Cette dernière remarque ne signifie nullement qu’il ne faudrait pas s’alarmer de la montée du social-nationalisme, cette dernière bouée de sauvetage d’un capitalisme aux abois. Si l’on ne peut contester que le fascisme se caractérise par la conjugaison d’une démagogie sociale avec un nationalisme xénophobe cherchant un bouc émissaire aux maux du capitalisme, il convient de se souvenir que sa traduction concrète requiert une « alliance au bord du gouffre » avec les forces conservatrices de droite et de droite extrême. L’accès au pouvoir du nazisme, comme du fascisme italien, en atteste. Nous n’en sommes pas là… et l’on voit que toute tentative du front antifasciste « tous contre le FN » « sans distinction » dans les circonstances présentes renforcerait immanquablement les forces dominantes en difficultés, justifiant l’appel au « vote utile » dans l’immédiat.

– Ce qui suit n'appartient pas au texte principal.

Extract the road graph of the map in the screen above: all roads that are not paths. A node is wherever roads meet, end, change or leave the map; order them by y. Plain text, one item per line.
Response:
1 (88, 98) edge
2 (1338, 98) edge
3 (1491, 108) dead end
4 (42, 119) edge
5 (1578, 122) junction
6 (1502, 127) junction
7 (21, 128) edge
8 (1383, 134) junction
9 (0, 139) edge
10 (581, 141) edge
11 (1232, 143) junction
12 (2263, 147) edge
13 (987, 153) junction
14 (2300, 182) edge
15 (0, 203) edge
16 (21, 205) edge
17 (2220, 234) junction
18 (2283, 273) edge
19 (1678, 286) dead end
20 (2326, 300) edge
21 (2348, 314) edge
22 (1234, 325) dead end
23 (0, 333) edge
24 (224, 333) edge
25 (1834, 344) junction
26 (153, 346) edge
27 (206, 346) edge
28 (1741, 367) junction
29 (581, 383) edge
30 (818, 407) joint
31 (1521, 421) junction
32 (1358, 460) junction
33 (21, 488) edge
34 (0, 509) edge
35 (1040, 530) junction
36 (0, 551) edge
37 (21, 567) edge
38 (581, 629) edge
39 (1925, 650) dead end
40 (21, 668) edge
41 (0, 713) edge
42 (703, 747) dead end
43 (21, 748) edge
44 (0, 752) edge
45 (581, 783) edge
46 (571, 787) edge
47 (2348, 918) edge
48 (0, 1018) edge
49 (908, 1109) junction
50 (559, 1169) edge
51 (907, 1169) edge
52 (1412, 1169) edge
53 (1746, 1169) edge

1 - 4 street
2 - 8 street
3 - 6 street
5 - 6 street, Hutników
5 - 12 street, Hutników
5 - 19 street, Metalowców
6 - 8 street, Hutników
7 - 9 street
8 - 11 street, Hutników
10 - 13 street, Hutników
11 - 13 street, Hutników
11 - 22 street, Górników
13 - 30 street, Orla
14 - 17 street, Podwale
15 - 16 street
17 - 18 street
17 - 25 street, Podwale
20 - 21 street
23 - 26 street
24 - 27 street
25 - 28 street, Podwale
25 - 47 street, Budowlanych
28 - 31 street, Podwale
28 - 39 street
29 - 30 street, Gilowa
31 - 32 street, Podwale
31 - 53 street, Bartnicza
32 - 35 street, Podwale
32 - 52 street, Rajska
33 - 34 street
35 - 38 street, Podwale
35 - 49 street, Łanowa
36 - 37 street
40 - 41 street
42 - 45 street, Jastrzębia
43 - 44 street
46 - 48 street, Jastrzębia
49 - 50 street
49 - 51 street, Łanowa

Ne demeure par conséquent que la construction (laborieuse !) des forces alternatives de rupture d‘avec le capitalisme et donc d’avec l’Union européenne, qui en est la forme institutionnelle la plus prégnante.

Vers la crise du régime réellement existant ?

Pour garder le pouvoir, les classes dominantes rencontrent désormais des obstacles réels pour maintenir les « subalternes » sous leur joug. Les forces politiques d’alternance électorale ne disposent plus d’un bloc électoral assurant successivement leur suprématie. Elles parviennent de moins en moins à agréger autour d’elles des groupes sociaux aux intérêts divergents. Traditionnellement autour des catégories les plus aisées et des dirigeants du secteur privé, la droite parvenait à rassembler artisans, commerçants, agriculteurs et obtenait le soutien d’une minorité des classes populaires. Les politiques néolibérales qu’elle a menées lui ont aliéné une partie des franges composites qu’elle agglutinait. L’apparition de Sens Commun semble une tentative de les rallier à nouveau sur une base sociale conservatrice. Il n’est pas sûr que le fonds de commerce catholique conservateur soit durable compte tenu de l’évolution des mœurs qui imprègnent la société française…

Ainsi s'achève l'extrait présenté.